Эту зиму я редко куда ходила кроме школы, разве что с Марией Маркеловной, когда она ходила навещать кого-нибудь из своих подопечных. Правда, в корпус я редко ее сопровождала, ходила гулять с Машей. С Марией Маркеловной мы по-прежнему жили душа в душу и делили между собой заботы об Алексее Евграфовиче. По утрам ему обычно читали газеты, если их вовремя приносил почтальон Петр Иванович, потом академик сидел у своего стола и думал, писал на бумаге химические формулы, работал. Большинство академиков тоже не проводили праздно время в эвакуации, писали статьи, обрабатывали материалы, делали научно-популярные доклады на собраниях членов нашего коллектива. Такие доклады делали Л. С. Берг, А. А. Тюменев, А. А. Рихтер и другие. М. Н. Римский-Корсаков выступал с воспоминаниями об отце.
Состав академиков, живших в Боровом, был непостоянный: одни приезжали, другие уезжали, третьи умирали. В первый год жизни нашей в Боровом умер от невыдержанности в еде известный индолог академик Щербатской. Хоронили его на воровском кладбище. Неуютное это кладбище — на холме, на открытом месте, без всякой зелени, солнце печет, ветер задувает… Неуютное, чужое место успокоения. Но ничего не поделаешь, не знаешь, где придется лежать твоим косточкам. Могила академика отмечена гранитной плитой с соответствующей надписью. Весь коллектив провожал его в последний путь. Схоронили мы там же жену академика Маслова[510]

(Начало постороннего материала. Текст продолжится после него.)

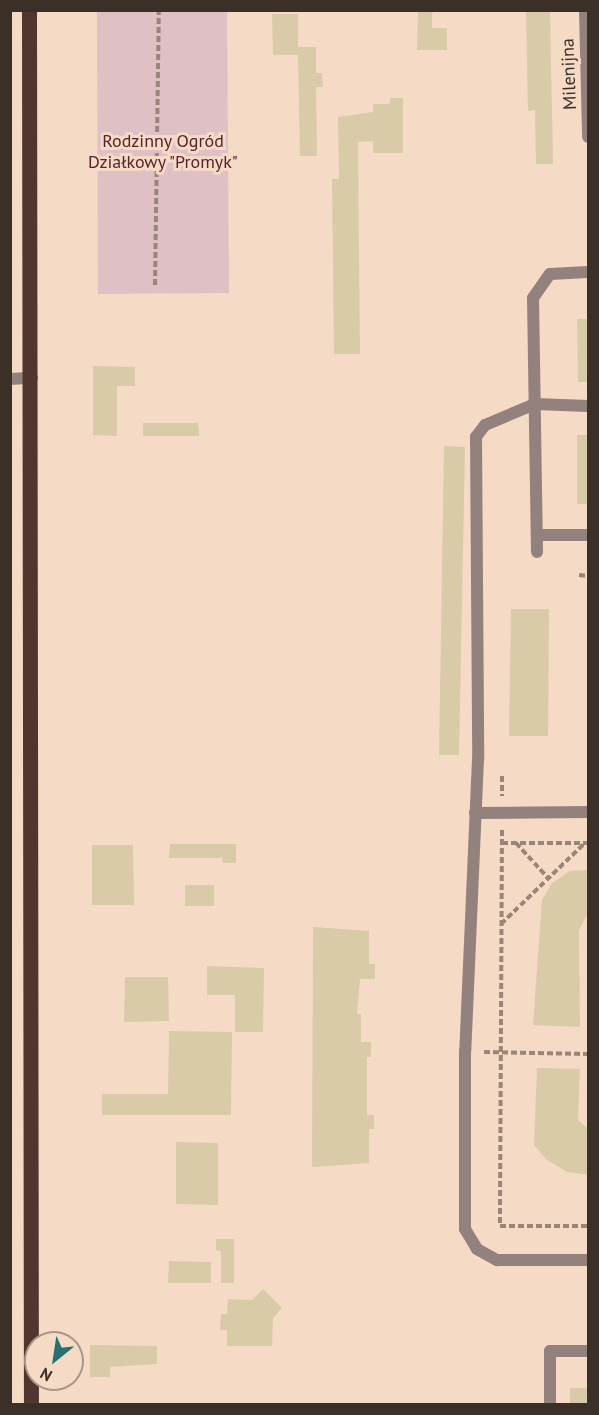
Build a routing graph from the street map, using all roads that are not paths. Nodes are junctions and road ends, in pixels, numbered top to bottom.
1 (29, 10) edge
2 (585, 10) edge
3 (588, 137) edge
4 (588, 272) edge
5 (32, 378) junction
6 (10, 379) edge
7 (535, 404) junction
8 (588, 406) edge
9 (537, 534) junction
10 (588, 535) edge
11 (537, 552) dead end
12 (588, 812) edge
13 (476, 813) junction
14 (588, 1260) edge
15 (588, 1351) edge
16 (31, 1404) edge
17 (550, 1404) edge

1 - 5 main road
2 - 3 street, Milenijna
4 - 7 street
5 - 6 street
5 - 16 main road
7 - 8 street
7 - 9 street
7 - 13 street
9 - 10 street
9 - 11 street
12 - 13 street
13 - 14 street
15 - 17 street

. Мы ее уже при жизни не видели, она была больна раком и не выходила на улицу. Маслов приехал из Москвы, у него было трое взрослых сыновей, приехавших на похороны матери. Он был специалист по каким-то гуманитарным наукам. Про него рассказывали, что он отличался глупостью и в академики попал случайно. Вскоре после смерти его жены приехала из Ленинграда Л. Е. Габрилович, очень быстро познакомилась с обстановкой в академическом коллективе и повела атаку на овдовевшего академика так беззастенчиво и нахально, что все поражались. Агрессивные ее действия увенчались успехом, через непродолжительное время они уехали в Москву и зарегистрировались, а мальчик во второй раз переменил отца и фамилию.При более близком знакомстве с академической средой можно было удивляться, какие нравы царят среди престарелых академиков. С одной стороны, неженатые или овдовевшие академики на старости лет женились на своих кухарках: академик Белопольский[511]

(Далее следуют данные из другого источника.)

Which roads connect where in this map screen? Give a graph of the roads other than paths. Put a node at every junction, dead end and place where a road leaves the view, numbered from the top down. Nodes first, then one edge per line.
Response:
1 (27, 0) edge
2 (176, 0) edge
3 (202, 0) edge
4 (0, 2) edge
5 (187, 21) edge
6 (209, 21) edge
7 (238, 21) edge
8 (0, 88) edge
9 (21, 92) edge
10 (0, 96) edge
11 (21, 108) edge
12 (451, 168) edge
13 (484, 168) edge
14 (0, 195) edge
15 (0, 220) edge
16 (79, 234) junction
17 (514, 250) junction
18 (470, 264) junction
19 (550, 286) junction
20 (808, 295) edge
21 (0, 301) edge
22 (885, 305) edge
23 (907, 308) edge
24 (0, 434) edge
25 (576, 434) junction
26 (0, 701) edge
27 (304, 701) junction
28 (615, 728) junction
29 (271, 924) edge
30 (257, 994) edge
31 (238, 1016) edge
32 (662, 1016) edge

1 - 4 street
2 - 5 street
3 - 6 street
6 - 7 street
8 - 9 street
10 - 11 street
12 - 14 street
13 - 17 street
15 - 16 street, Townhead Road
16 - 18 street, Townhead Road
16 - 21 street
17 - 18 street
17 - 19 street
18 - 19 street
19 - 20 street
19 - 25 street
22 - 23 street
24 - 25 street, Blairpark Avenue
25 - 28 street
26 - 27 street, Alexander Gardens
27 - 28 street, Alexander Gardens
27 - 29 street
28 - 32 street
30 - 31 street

, известный астроном, директор Пулковской обсерватории, академик Щербатской, академик Теренин[512]. С другой стороны, некоторые академики прожили всю жизнь с женами, пользуясь их постоянной заботой, по пословице: «Седина в бороду, бес в ребро», бросали своих жен и женились на молоденьких. В Боровом некоторое время жил академик-геолог Борисяк[513]. Небольшого роста, худой, бледный, он всю жизнь носил корсет из-за туберкулеза позвоночника. Жили они вдвоем с женой, которая целыми днями его опекала. Они недолго прожили в Боровом и уехали в Москву. В скором времени до нас дошел слух, что он разошелся с женой и женился не то на своей аспирантке, не то на секретарше. Очень ненадолго приезжал в Боровое академик Энгельгардт[514], известный генетик и биохимик. Жена его, Лидия Филипповна, жила в Боровом с маленьким внуком. Мария Маркеловна с ней познакомилась и выслушала от нее много горьких слов в адрес мужа, бросившего ее из-за молоденькой аспирантки или сотрудницы. Они и в Боровое приезжали вдвоем. Я гуляла с Машей на теплой горке, она прошли мимо меня, разговаривая и смотря кругом с независимым и высокомерным видом. К счастью, такие явления все же были исключением, и тут же в Боровом у нас перед глазами были примеры дружных и благополучных семейных академических пар.В нашей семье главой теперь была Мария Маркеловна. Алексей Евграфович не вмешивался ни в какие домашние дела, предоставил ей заботиться обо всем, распоряжаться всем по ее усмотрению, в том числе и заботами о его здоровье и удобствах. Он, говоря о ней, называл ее «хозяйкой»: «Как хозяйка скажет», «Как хозяйка найдет нужным». Зимой Алексей Евграфович сидел в своем кресле в черном сатиновом стеганом ватнике, с круглой черной шелковой шапочкой на голове. Мы все находились постоянно в движении, нам было тепло даже без вязаных кофточек, а он двигался очень мало, и в ватнике ему было в самый раз. Дров у нас было довольно, печки топили каждый день, в кухне утром, днем и вечером топилась плита, фундамент был засыпан землей, поэтому у нас было очень тепло, гораздо теплее, чем в корпусе. Приходя к нам, все говорили: «Как у вас жарко!» — и снимали с себя лишнюю одежду.